Wednesday, November 10, 2010

Big B to copyright his voice

Big B to copyright his voice

You’re not an aspiring actor unless you’ve tried your hand at an Amitabh Bachchan imitation. From radio to ads to comedy shows, good/bad/downright criminal copies of his voice and mannerisms are everywhere, and he’s not alone. Many actors and celebrities are spoofed or have their voices copied pretty much everyday – in fact, so often that we barely notice any more.

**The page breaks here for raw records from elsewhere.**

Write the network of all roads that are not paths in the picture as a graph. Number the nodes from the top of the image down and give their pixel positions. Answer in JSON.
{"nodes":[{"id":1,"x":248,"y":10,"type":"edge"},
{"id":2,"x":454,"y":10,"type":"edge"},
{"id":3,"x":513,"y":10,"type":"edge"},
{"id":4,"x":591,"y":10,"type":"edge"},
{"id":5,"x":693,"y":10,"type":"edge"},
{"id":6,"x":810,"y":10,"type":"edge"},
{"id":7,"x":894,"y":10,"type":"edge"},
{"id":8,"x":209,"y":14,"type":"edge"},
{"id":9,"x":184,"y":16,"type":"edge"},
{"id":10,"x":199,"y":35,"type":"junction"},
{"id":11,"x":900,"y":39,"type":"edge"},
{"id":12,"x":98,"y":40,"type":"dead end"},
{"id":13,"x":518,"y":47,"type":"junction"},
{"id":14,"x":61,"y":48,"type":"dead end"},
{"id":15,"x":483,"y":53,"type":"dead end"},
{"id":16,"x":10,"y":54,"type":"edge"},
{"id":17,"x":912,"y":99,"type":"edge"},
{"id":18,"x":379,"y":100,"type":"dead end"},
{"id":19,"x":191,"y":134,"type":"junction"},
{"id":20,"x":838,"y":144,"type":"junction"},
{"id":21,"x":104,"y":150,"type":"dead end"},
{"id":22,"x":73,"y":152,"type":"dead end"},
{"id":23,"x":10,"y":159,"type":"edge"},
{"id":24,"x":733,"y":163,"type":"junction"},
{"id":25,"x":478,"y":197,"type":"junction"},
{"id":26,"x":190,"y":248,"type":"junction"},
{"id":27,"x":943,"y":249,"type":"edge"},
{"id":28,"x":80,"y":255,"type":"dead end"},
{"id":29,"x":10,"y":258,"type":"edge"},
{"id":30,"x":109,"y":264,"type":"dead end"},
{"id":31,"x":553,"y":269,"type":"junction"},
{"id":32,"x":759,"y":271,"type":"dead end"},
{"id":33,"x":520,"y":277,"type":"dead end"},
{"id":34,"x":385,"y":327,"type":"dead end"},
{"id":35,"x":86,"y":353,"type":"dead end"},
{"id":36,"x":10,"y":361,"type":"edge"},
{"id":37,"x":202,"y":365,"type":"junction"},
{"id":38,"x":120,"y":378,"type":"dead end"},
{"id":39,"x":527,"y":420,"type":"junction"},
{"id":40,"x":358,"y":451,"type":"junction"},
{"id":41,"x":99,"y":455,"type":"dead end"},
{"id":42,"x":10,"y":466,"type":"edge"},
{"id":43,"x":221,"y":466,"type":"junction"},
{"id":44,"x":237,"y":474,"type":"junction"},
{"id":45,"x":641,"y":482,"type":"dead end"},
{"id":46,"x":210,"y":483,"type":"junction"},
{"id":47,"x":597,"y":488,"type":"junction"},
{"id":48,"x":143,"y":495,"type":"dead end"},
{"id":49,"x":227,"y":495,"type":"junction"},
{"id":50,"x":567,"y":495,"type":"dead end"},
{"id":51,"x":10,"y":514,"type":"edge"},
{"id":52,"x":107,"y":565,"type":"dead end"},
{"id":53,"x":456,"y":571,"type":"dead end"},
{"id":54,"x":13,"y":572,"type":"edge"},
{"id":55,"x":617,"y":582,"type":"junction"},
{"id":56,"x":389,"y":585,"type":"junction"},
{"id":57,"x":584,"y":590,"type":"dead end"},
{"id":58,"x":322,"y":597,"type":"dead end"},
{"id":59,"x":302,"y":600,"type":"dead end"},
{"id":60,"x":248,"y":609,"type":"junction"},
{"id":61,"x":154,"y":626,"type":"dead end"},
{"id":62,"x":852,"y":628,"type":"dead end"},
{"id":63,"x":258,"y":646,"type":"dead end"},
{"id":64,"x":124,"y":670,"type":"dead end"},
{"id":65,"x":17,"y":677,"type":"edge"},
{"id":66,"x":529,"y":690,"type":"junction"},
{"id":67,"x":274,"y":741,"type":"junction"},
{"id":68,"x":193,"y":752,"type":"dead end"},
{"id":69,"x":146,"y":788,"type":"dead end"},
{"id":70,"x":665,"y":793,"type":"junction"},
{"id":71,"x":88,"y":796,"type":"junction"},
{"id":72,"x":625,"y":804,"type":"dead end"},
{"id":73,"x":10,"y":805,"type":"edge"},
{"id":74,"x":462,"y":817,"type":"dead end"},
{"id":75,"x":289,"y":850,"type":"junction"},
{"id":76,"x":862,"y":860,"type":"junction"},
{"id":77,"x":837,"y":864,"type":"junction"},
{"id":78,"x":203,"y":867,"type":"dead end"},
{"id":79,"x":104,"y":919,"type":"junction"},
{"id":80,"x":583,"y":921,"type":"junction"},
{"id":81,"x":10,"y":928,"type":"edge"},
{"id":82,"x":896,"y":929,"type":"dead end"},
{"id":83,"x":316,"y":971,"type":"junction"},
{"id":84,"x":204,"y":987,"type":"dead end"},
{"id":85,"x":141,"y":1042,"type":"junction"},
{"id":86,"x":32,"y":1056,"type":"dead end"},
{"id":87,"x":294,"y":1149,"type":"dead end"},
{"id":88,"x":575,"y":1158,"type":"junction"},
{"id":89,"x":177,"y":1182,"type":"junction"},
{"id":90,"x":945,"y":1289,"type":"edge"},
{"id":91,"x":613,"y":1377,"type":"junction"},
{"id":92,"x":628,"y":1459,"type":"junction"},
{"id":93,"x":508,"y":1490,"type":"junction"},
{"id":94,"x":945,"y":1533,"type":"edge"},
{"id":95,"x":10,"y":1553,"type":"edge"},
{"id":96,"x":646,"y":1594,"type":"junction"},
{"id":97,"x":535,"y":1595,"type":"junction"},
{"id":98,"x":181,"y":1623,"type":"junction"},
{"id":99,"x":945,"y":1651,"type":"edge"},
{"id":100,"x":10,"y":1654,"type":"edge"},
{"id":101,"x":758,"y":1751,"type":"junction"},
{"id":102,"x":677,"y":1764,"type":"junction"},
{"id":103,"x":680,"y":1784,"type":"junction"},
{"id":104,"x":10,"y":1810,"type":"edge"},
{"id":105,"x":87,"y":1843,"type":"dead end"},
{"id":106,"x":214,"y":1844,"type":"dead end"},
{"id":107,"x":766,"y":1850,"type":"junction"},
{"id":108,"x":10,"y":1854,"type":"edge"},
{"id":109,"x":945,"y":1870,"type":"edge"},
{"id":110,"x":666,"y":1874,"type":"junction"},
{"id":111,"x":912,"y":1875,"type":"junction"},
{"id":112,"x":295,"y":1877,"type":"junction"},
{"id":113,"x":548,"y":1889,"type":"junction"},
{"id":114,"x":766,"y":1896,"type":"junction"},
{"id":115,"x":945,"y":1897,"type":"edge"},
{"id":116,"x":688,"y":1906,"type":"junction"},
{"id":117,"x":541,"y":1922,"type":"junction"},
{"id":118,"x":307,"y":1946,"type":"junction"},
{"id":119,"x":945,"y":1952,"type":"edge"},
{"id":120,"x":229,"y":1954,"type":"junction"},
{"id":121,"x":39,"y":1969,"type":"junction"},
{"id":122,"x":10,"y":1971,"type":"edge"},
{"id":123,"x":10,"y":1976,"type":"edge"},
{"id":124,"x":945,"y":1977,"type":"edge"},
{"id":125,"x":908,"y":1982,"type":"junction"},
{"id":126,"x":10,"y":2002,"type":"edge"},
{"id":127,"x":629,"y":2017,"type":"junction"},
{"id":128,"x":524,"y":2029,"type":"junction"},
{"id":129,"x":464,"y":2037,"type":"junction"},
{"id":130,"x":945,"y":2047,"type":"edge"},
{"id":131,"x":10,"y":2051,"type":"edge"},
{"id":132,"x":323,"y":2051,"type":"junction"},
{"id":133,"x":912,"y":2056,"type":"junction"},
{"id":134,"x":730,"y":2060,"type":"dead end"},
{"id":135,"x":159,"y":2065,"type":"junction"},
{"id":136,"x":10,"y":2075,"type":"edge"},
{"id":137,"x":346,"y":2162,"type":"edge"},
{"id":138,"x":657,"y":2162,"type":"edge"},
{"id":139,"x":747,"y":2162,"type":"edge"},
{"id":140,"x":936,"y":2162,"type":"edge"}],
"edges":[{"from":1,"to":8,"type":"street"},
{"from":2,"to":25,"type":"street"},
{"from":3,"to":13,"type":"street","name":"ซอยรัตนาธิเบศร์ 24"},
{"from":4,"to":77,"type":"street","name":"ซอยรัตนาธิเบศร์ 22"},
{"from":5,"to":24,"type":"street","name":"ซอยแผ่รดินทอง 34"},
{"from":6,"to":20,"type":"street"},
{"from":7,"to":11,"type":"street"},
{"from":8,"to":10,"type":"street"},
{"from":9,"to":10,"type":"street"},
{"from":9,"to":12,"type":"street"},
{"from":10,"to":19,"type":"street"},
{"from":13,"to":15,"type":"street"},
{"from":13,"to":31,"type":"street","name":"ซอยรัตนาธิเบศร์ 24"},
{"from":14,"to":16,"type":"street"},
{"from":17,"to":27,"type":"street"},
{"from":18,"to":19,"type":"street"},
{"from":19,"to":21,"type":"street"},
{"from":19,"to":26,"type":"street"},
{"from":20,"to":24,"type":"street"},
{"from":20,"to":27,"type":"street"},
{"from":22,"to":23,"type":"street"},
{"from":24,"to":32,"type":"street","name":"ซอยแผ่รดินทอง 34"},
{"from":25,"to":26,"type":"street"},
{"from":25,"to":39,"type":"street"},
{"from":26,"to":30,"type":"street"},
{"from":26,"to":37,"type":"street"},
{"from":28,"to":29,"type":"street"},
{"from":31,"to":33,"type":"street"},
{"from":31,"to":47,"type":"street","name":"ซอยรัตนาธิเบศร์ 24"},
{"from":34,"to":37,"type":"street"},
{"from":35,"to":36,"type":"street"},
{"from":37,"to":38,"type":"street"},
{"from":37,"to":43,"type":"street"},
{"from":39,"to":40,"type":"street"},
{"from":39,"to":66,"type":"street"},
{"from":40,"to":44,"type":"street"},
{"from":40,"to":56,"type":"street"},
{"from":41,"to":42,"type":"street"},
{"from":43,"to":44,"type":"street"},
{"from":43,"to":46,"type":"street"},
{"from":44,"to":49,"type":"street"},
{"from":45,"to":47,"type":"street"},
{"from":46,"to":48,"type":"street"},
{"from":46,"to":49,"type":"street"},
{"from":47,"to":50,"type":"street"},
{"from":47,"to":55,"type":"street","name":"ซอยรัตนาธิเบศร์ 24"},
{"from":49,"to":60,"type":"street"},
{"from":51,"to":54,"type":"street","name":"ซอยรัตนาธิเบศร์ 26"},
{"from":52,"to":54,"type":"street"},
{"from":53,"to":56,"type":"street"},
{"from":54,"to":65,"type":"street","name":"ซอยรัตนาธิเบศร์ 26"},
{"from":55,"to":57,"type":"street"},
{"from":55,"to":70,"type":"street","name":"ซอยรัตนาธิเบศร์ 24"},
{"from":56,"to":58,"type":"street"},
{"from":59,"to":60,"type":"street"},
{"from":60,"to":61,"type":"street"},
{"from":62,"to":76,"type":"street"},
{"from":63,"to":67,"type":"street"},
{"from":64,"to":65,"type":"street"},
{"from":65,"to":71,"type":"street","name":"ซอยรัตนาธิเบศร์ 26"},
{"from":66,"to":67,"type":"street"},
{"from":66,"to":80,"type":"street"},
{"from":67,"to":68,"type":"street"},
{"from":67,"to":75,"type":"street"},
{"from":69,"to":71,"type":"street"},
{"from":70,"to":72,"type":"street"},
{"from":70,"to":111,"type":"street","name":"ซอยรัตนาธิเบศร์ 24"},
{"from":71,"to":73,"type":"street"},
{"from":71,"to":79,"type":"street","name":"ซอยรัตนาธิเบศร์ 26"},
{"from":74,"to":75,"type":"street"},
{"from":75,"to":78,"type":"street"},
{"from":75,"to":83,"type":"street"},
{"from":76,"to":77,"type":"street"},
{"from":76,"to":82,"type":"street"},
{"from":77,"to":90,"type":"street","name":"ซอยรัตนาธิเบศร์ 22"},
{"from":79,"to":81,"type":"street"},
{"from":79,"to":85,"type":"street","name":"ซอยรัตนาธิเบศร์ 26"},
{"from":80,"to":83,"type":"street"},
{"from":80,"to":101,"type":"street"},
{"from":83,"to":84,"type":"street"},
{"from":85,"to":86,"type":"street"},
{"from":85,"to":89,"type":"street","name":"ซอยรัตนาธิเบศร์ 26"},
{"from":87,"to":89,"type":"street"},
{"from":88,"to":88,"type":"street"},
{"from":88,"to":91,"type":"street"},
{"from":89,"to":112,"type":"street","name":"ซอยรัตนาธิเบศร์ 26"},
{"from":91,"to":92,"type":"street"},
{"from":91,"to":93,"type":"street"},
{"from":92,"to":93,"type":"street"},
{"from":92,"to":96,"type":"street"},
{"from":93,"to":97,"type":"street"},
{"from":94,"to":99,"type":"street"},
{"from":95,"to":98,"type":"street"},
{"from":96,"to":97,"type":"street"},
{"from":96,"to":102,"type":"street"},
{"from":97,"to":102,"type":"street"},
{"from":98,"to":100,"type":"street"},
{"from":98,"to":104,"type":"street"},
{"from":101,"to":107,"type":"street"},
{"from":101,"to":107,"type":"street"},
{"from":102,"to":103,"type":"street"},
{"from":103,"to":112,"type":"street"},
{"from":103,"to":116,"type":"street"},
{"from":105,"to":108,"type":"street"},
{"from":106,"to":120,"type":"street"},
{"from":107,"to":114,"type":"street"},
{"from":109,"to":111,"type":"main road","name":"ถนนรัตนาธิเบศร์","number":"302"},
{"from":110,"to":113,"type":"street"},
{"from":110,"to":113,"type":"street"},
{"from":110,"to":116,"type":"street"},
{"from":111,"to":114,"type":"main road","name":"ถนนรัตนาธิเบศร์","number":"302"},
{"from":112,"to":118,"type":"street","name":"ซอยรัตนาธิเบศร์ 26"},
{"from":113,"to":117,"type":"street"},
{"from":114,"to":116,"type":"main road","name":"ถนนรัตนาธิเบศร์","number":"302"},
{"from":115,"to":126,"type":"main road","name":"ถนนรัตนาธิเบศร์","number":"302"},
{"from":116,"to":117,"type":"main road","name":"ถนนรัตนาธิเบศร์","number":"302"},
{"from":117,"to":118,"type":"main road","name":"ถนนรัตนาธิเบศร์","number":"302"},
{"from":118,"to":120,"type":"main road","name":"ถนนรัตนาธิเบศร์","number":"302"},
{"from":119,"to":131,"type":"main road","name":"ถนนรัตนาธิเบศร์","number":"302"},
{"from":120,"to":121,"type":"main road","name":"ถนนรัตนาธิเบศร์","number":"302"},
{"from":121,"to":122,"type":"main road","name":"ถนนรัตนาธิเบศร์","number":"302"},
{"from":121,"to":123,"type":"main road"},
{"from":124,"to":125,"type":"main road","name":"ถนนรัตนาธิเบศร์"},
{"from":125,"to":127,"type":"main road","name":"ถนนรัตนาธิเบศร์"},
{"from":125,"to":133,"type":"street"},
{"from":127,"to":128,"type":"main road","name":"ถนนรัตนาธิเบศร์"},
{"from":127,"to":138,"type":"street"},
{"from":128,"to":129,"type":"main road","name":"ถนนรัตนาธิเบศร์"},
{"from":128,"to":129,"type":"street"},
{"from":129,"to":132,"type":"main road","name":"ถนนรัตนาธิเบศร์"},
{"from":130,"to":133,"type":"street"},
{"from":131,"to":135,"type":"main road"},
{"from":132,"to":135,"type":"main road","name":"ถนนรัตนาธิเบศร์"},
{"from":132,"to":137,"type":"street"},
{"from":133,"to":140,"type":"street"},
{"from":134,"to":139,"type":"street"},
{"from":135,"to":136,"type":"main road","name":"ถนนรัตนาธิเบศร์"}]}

But recently, Big B took deep umbrage at a gutka company copying his voice for their advertisement, especially “for someone who does not smoke or propagate smoking or any kind of intoxicant, by keeping away from endorsing such products, it is most disgusting to find someone conflagrating the law of the land and the law of ethics,” he wrote online.

He’s also said that he’s going to copyright his voice so that it’s not copied in this manner anymore.

Kis kis ki copy?

He’s probably the most imitated star, but there are a bunch of others whom we’ve heard being spoofed endlessly over the years – in both commercial and non-commercial spoofs. These remain the favourites when it comes to copies. Says mimic and TV comedian Suresh Menon, “People like Sanjeev Kumar, Shotgun, Dadamuni, Dharmendra and Amitabh Bachchan remain the most copied stars, and it just shows that our present day actors are not as iconic or as stylish as these older ones. We’re still drawing from these legendary stars; these days, there’s nobody really worth imitating or with a distinctive style, except maybe Shah Rukh Khan. Actors are very mechanical these days.”

DU student Samridhi Kapoor also remembers Sunny Deol being copied sometimes, besides Big B and other older stars, and adman Prahlad Kakar says Big B, Sachin Tendulkar, SRK, Shatrughan (with his signature ‘Khamosh!’) and Sunny Deol are copied often. Adman Piyush Pandey adds Asrani to the list.

Right ya wrong?

But while we all enjoy the humour when these stars or their voices are copied for spoofs, admen, mimics and audiences all agree that when used for commercial gain without consent, mimicking a voice like that is unfair. “Amitabh Bachchan is absolutely right. He’s recognised by his voice, it’s his signature. I mean, when someone does a thin-voiced imitation of a cricketer, we all know whom they’re copying.

If Big B gets his voice copyrighted, he can sue people like those gutka manufacturers, which he can’t do otherwise. It’s alright if you’re copying a star for a spoof or for the purpose of programming, but when you’re doing it to sell a product, even if it is a spoof, that’s wrong. When it’s all fun and games, you can spoof even Indira Gandhi and Manmohan Singh. They don’t have a copyright law for voices yet, but if Big B gets his voice copyrighted, he’ll be the first one and he’ll be bang on,” says Kakar.

Pandey agrees. “It’s unfair to Mr Bachchan. He’s in any case overused by the industry. While the legalities are still not clear, it’s fair if he’s angry. Voices can be copied, but if they’re attributed to the star and used for personal gain, how do you prove it wasn’t them?”

While Menon agrees that it’s unfair in cases like these to use mimicry for commercial gain without the star’s knowledge or permission, he sounds a note of caution about overdoing the permission bit. “God has given us this talent – not everybody can mimic people well enough to make a living from it. If they want us to stop mimicry and spoofing altogether, they’ll have to compensate us for the money we’d lose from not practising skills we’ve perfected over years. Humour should not be interfered with. Famous people are always imitated, it’s the best form of flattery.”